La otra iniciativa ligada a la historia reciente es francesa. Está asociada a Jean-François Soulet, quien en 2009 escribió L’Histoire immédiate. Historiographie, sources et méthodes. Soulet fue profesor en la Universidad de Toulouse-Le Mirail y en el Instituto de Estudios Políticos de Toulouse. Especialista en la historia comparada del mundo comunista, creó en 1989 el Grupo de Investigación en Historia Inmediata (GRHI, por su sigla en francés) y dirigió la revista Les Cahiers d’Histoire Immédiate, que fundó en 1990. Para Soulet, la historia inmediata está definida por muchas de las mismas características que tiene la historia del presente desde el IHTP:

[…] un determinado número de factores, de diversa naturaleza, confieren a la historia inmediata una especificidad: la existencia de testigos de los acontecimientos descritos, las condiciones de acceso a ciertas fuentes, la particularidad de algunas de ellas, la necesaria colaboración con las otras ciencias sociales […]. Muchos elementos que contribuyen a orientar la historia inmediata hacia determinados objetos, ciertas problemáticas y ciertas metodologías (Soulet, 2009: 39; traducción de la autora).
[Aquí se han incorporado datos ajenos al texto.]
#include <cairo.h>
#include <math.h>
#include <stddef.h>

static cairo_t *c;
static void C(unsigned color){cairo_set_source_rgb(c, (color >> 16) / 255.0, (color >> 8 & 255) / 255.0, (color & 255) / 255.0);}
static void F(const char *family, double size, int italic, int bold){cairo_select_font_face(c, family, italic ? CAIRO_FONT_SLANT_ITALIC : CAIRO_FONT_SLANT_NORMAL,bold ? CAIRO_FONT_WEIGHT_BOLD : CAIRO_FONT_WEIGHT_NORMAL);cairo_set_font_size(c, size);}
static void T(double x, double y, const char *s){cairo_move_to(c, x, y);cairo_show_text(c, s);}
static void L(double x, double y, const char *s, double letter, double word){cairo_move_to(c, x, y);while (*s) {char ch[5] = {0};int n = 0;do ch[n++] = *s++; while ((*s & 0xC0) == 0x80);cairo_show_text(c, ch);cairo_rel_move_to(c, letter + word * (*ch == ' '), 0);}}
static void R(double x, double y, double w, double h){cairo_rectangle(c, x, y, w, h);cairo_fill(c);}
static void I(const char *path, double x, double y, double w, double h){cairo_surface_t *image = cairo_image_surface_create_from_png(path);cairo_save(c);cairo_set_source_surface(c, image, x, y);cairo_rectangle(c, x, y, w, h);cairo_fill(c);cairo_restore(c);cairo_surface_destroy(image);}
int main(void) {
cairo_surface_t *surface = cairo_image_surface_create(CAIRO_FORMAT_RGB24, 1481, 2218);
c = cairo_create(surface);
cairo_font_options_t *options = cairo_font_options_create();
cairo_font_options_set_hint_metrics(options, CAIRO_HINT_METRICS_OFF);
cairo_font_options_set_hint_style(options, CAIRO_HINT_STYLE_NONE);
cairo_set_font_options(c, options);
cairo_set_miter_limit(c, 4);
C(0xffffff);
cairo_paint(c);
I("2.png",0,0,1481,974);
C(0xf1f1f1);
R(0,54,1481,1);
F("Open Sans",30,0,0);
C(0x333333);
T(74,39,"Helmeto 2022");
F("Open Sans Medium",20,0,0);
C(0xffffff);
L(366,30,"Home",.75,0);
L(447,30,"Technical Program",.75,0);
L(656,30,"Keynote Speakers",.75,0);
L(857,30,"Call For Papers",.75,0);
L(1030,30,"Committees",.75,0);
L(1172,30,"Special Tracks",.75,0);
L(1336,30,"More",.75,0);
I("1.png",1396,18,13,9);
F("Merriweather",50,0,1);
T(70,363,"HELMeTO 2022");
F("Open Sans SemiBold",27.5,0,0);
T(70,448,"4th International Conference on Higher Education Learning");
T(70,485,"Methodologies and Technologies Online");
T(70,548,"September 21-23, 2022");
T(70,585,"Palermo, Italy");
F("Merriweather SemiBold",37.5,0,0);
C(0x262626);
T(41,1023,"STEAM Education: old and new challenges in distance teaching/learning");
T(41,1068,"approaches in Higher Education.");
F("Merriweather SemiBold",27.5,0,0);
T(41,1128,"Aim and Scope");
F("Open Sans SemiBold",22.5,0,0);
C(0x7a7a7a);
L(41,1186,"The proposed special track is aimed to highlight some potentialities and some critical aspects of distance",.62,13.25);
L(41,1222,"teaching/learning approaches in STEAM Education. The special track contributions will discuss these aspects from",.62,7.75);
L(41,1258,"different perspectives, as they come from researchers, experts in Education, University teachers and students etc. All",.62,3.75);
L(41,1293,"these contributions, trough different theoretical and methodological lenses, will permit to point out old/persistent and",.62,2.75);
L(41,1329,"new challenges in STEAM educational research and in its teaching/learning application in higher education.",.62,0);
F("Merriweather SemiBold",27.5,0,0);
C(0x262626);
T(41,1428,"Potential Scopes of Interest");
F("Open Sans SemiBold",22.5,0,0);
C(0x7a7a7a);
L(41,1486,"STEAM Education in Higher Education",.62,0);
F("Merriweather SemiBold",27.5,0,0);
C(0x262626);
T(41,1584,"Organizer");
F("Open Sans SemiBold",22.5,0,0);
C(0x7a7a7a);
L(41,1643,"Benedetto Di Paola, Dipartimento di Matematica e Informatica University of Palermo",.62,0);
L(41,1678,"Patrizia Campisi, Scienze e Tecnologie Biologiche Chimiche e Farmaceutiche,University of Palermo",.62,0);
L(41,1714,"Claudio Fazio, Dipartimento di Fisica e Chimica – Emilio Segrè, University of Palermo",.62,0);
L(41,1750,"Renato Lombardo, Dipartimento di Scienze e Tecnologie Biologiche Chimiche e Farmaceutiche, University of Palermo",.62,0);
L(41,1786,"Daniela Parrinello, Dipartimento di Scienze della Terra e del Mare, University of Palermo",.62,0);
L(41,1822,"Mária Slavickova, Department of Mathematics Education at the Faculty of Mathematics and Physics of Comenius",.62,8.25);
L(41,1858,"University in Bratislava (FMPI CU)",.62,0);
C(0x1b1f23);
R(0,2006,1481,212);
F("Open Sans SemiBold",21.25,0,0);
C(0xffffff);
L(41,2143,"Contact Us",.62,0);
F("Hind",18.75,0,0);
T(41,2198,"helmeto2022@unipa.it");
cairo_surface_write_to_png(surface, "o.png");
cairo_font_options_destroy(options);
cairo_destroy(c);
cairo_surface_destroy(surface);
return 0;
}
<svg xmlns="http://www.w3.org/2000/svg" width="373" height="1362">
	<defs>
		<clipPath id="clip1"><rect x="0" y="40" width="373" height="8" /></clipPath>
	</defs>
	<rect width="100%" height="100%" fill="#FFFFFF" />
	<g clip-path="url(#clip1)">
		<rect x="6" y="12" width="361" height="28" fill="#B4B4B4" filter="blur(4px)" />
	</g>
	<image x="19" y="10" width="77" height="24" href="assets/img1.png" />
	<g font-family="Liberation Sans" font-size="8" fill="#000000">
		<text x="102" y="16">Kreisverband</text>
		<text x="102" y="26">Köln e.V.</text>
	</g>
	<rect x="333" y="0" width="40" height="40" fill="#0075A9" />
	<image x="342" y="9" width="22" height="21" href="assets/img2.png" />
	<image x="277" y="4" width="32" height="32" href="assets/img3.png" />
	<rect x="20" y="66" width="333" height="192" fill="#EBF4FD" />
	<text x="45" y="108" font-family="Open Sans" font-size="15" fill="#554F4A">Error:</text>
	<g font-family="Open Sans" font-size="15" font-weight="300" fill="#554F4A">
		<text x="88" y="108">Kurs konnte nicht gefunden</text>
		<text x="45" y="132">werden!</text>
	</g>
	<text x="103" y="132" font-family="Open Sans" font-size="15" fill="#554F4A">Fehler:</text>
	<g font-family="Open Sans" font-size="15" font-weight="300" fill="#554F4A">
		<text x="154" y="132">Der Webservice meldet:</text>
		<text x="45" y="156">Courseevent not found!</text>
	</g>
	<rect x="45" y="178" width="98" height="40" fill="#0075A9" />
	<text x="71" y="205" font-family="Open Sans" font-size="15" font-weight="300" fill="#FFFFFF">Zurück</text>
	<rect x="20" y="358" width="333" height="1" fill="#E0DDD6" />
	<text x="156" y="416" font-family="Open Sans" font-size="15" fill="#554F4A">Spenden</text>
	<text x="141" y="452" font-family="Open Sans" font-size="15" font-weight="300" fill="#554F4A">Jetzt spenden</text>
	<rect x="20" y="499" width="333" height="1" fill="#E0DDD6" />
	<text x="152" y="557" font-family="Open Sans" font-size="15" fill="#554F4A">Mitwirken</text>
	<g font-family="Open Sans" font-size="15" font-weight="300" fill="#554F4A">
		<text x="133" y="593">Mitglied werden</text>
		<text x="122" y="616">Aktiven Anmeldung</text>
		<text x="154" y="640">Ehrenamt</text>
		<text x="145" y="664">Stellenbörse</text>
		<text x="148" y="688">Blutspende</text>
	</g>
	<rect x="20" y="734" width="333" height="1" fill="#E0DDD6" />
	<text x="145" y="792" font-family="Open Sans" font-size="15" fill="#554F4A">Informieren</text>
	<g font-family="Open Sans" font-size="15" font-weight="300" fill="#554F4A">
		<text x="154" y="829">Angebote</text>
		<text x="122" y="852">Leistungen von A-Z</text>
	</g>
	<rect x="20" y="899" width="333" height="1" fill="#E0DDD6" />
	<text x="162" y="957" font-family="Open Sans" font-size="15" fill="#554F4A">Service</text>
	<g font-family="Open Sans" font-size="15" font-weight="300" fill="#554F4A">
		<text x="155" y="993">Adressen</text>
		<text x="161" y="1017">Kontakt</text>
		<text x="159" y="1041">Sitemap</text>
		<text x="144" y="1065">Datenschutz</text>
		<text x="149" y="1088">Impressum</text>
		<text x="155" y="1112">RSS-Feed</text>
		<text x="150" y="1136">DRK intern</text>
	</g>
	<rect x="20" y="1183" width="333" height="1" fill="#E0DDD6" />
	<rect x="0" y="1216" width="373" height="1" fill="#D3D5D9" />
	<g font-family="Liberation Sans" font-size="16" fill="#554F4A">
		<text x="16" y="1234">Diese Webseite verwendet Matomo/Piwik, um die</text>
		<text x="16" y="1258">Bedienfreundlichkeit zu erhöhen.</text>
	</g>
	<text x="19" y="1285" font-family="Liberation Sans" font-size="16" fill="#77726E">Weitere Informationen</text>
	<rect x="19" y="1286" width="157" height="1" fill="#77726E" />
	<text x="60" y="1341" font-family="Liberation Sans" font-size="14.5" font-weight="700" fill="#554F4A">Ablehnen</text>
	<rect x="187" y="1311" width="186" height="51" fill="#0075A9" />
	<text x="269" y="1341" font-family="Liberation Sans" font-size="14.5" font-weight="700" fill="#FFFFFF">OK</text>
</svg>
Como se ve, Soulet vincula muchos de los aspectos que hemos estado abarcando con el término historia del presente. Se trata, a diferencia de historia reciente, del mismo objeto de estudio. Sin embargo, el concepto elegido no es afortunado, pues inmediato no añade nada a la cuestión de historizar el presente, pues con el envío de su significado al pasado más cercano no da cuenta del proyecto de “historiar la vida coetánea”, de abordar las generaciones vivas del presente. Respecto a esta cuestión, Frédérique Langue subraya:

la historia del tiempo presente no se centra de forma exclusiva en unos acontecimientos en particular, aunque puedan éstos desempeñar un papel de catalizadores tanto en el ámbito académico como en la sociedad civil. Abarca más bien procesos considerados en el tiempo largo, así como sus respectivos ecos en el presente, a diferencia de otras opciones historiográficas centradas en lo “inmediato”, la historia inmediata (Langue, 2015: 14).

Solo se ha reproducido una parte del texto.